Data to examine below:

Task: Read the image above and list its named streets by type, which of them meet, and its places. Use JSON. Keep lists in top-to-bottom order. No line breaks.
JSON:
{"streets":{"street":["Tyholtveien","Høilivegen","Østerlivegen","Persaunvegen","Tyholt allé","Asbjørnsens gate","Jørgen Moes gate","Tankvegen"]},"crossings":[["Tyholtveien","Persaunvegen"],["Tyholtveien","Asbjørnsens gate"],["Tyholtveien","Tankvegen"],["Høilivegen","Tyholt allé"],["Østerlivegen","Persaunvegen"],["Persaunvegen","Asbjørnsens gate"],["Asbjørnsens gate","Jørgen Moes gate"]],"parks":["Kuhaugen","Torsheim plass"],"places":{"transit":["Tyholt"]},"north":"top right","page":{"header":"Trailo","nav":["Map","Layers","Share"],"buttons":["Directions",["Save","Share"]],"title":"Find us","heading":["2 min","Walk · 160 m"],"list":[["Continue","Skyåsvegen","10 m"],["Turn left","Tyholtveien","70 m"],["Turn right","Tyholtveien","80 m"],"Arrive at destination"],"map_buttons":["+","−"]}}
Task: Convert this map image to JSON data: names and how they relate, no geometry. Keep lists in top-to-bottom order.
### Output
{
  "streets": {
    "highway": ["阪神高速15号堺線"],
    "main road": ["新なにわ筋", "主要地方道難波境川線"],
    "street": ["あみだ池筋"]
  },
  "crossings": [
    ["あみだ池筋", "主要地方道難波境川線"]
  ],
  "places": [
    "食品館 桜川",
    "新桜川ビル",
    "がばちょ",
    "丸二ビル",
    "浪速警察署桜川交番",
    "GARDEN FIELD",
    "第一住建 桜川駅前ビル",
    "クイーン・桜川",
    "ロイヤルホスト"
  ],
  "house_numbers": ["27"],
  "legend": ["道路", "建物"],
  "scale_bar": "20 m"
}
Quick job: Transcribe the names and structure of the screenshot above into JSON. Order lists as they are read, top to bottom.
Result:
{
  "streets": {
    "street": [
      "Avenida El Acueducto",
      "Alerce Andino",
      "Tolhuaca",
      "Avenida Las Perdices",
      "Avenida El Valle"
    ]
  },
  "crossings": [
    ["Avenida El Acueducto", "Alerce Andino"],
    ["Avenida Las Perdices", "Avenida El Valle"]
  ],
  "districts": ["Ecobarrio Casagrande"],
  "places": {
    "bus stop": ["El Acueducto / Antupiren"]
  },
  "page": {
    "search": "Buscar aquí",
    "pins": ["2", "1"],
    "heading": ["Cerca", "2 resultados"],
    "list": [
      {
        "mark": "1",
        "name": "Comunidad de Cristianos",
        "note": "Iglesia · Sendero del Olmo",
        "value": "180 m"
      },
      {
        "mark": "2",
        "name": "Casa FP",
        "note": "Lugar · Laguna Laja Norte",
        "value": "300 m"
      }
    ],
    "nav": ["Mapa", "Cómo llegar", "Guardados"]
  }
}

End of Data to examine.

Task:
Your answer should be the data above, retyped in full and unaltered.

Response:
Task: Read the image above and list its named streets by type, which of them meet, and its places. Use JSON. Keep lists in top-to-bottom order. No line breaks.
JSON:
{"streets":{"street":["Tyholtveien","Høilivegen","Østerlivegen","Persaunvegen","Tyholt allé","Asbjørnsens gate","Jørgen Moes gate","Tankvegen"]},"crossings":[["Tyholtveien","Persaunvegen"],["Tyholtveien","Asbjørnsens gate"],["Tyholtveien","Tankvegen"],["Høilivegen","Tyholt allé"],["Østerlivegen","Persaunvegen"],["Persaunvegen","Asbjørnsens gate"],["Asbjørnsens gate","Jørgen Moes gate"]],"parks":["Kuhaugen","Torsheim plass"],"places":{"transit":["Tyholt"]},"north":"top right","page":{"header":"Trailo","nav":["Map","Layers","Share"],"buttons":["Directions",["Save","Share"]],"title":"Find us","heading":["2 min","Walk · 160 m"],"list":[["Continue","Skyåsvegen","10 m"],["Turn left","Tyholtveien","70 m"],["Turn right","Tyholtveien","80 m"],"Arrive at destination"],"map_buttons":["+","−"]}}
Task: Convert this map image to JSON data: names and how they relate, no geometry. Keep lists in top-to-bottom order.
### Output
{
  "streets": {
    "highway": ["阪神高速15号堺線"],
    "main road": ["新なにわ筋", "主要地方道難波境川線"],
    "street": ["あみだ池筋"]
  },
  "crossings": [
    ["あみだ池筋", "主要地方道難波境川線"]
  ],
  "places": [
    "食品館 桜川",
    "新桜川ビル",
    "がばちょ",
    "丸二ビル",
    "浪速警察署桜川交番",
    "GARDEN FIELD",
    "第一住建 桜川駅前ビル",
    "クイーン・桜川",
    "ロイヤルホスト"
  ],
  "house_numbers": ["27"],
  "legend": ["道路", "建物"],
  "scale_bar": "20 m"
}
Quick job: Transcribe the names and structure of the screenshot above into JSON. Order lists as they are read, top to bottom.
Result:
{
  "streets": {
    "street": [
      "Avenida El Acueducto",
      "Alerce Andino",
      "Tolhuaca",
      "Avenida Las Perdices",
      "Avenida El Valle"
    ]
  },
  "crossings": [
    ["Avenida El Acueducto", "Alerce Andino"],
    ["Avenida Las Perdices", "Avenida El Valle"]
  ],
  "districts": ["Ecobarrio Casagrande"],
  "places": {
    "bus stop": ["El Acueducto / Antupiren"]
  },
  "page": {
    "search": "Buscar aquí",
    "pins": ["2", "1"],
    "heading": ["Cerca", "2 resultados"],
    "list": [
      {
        "mark": "1",
        "name": "Comunidad de Cristianos",
        "note": "Iglesia · Sendero del Olmo",
        "value": "180 m"
      },
      {
        "mark": "2",
        "name": "Casa FP",
        "note": "Lugar · Laguna Laja Norte",
        "value": "300 m"
      }
    ],
    "nav": ["Mapa", "Cómo llegar", "Guardados"]
  }
}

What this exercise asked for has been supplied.